TO DO. Pick out each line in these entries that contains the string "positions".

Saved entries.
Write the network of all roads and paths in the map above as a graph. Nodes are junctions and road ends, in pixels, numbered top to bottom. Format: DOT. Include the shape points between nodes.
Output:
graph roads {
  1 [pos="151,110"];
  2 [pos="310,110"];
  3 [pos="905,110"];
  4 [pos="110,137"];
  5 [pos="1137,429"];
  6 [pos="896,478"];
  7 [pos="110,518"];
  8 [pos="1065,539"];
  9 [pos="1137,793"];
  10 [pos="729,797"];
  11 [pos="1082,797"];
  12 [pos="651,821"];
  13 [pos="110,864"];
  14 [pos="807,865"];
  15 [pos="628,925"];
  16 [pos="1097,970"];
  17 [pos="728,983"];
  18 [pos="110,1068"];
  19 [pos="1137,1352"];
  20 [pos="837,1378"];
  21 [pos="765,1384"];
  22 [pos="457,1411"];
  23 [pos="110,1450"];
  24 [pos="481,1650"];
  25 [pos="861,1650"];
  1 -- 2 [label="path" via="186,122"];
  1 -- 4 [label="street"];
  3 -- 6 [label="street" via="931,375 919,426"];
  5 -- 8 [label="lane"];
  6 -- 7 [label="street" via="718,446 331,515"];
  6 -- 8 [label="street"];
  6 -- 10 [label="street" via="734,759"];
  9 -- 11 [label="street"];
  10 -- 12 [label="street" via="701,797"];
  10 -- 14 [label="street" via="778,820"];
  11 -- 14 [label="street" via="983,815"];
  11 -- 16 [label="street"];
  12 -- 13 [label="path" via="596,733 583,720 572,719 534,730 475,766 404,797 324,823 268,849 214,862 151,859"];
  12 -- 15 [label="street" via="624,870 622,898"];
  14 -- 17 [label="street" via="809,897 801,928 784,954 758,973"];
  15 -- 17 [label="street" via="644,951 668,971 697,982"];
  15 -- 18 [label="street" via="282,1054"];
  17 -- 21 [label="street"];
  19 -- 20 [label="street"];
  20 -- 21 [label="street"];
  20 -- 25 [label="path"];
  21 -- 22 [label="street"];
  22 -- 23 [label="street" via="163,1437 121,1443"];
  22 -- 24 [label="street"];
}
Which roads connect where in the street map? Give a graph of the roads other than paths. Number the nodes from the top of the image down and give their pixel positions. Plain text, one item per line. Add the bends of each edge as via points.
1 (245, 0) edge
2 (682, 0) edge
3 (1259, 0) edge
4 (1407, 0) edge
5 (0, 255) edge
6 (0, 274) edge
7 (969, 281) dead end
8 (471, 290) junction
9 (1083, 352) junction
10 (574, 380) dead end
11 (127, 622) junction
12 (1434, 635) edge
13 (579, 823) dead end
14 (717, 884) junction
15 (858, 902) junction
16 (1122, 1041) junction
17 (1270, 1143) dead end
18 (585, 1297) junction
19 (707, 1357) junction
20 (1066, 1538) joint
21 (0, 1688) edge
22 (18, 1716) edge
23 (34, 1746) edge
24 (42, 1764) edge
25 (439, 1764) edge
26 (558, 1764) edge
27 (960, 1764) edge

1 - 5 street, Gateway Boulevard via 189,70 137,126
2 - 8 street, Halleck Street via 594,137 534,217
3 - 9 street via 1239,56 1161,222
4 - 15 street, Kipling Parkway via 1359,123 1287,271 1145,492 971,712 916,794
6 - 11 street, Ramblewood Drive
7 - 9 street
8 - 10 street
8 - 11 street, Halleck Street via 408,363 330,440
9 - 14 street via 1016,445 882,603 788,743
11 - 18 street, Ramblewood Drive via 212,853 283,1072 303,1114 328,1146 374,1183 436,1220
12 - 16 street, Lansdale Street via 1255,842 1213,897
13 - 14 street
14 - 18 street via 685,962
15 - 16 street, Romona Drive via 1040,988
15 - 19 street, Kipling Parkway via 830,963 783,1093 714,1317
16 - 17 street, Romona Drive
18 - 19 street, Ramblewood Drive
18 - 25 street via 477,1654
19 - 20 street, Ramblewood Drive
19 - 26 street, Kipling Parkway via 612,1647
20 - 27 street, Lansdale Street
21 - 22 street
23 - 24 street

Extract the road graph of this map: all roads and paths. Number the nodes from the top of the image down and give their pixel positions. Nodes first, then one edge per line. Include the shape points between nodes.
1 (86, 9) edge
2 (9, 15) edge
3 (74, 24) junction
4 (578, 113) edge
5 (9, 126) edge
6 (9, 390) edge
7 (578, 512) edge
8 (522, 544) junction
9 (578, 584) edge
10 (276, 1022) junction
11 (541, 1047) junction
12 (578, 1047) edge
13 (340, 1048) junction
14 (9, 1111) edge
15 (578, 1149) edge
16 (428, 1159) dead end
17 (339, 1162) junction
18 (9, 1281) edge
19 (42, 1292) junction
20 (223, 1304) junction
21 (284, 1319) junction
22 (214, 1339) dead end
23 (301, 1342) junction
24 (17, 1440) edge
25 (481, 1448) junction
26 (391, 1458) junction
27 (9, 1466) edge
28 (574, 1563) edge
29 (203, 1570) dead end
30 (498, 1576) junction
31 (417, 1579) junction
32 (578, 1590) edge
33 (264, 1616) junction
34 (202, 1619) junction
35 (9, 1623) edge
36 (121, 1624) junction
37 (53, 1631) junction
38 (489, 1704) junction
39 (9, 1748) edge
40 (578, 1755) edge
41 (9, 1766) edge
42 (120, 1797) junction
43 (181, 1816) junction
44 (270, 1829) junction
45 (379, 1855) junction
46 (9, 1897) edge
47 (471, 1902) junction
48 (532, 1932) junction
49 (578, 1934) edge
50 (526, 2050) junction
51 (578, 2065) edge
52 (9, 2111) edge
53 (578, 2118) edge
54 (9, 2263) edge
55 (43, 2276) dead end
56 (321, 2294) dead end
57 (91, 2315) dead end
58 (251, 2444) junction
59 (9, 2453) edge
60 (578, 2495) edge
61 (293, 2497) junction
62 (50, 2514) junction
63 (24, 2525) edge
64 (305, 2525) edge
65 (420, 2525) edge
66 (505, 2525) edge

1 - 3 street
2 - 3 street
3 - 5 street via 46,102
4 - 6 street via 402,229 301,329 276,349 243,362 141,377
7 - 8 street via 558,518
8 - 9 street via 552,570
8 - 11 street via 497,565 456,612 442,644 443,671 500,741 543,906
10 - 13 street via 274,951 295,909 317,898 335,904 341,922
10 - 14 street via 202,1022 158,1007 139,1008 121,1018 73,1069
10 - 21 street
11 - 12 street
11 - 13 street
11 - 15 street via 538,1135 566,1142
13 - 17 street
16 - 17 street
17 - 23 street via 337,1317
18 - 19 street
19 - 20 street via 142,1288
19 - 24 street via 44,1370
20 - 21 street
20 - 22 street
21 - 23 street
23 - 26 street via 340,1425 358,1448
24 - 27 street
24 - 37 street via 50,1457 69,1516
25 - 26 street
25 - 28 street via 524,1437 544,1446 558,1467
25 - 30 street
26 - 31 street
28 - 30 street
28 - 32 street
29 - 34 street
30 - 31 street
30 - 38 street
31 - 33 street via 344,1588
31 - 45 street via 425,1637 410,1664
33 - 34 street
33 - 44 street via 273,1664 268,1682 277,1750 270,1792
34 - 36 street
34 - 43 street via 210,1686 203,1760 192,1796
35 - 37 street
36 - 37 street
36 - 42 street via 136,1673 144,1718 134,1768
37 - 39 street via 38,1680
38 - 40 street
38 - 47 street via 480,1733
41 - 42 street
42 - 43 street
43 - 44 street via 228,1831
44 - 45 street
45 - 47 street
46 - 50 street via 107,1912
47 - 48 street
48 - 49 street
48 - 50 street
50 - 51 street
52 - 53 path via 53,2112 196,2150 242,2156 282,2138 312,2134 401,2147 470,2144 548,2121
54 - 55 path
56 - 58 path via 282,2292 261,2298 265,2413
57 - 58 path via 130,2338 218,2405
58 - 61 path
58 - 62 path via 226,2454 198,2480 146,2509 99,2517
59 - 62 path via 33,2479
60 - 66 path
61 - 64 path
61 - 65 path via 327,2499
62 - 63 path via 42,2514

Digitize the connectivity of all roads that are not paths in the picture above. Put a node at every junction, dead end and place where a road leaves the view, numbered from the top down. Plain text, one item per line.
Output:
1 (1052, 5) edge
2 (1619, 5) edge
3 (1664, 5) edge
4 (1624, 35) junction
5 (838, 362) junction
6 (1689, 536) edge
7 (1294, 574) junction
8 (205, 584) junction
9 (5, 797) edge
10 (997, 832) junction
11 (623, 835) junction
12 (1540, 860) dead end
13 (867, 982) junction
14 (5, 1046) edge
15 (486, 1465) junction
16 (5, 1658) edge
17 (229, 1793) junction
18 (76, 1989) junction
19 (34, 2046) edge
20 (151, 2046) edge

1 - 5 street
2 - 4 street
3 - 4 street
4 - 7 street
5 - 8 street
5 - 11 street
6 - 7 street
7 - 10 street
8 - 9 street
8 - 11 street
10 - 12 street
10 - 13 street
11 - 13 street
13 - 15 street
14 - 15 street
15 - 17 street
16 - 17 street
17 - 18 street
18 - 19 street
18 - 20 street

SOLVED PROBLEM.
Which roads connect where in the street map? Give a graph of the roads other than paths. Number the nodes from the top of the image down and give their pixel positions. Plain text, one item per line. Add the bends of each edge as via points.
Extract the road graph of this map: all roads and paths. Number the nodes from the top of the image down and give their pixel positions. Nodes first, then one edge per line. Include the shape points between nodes.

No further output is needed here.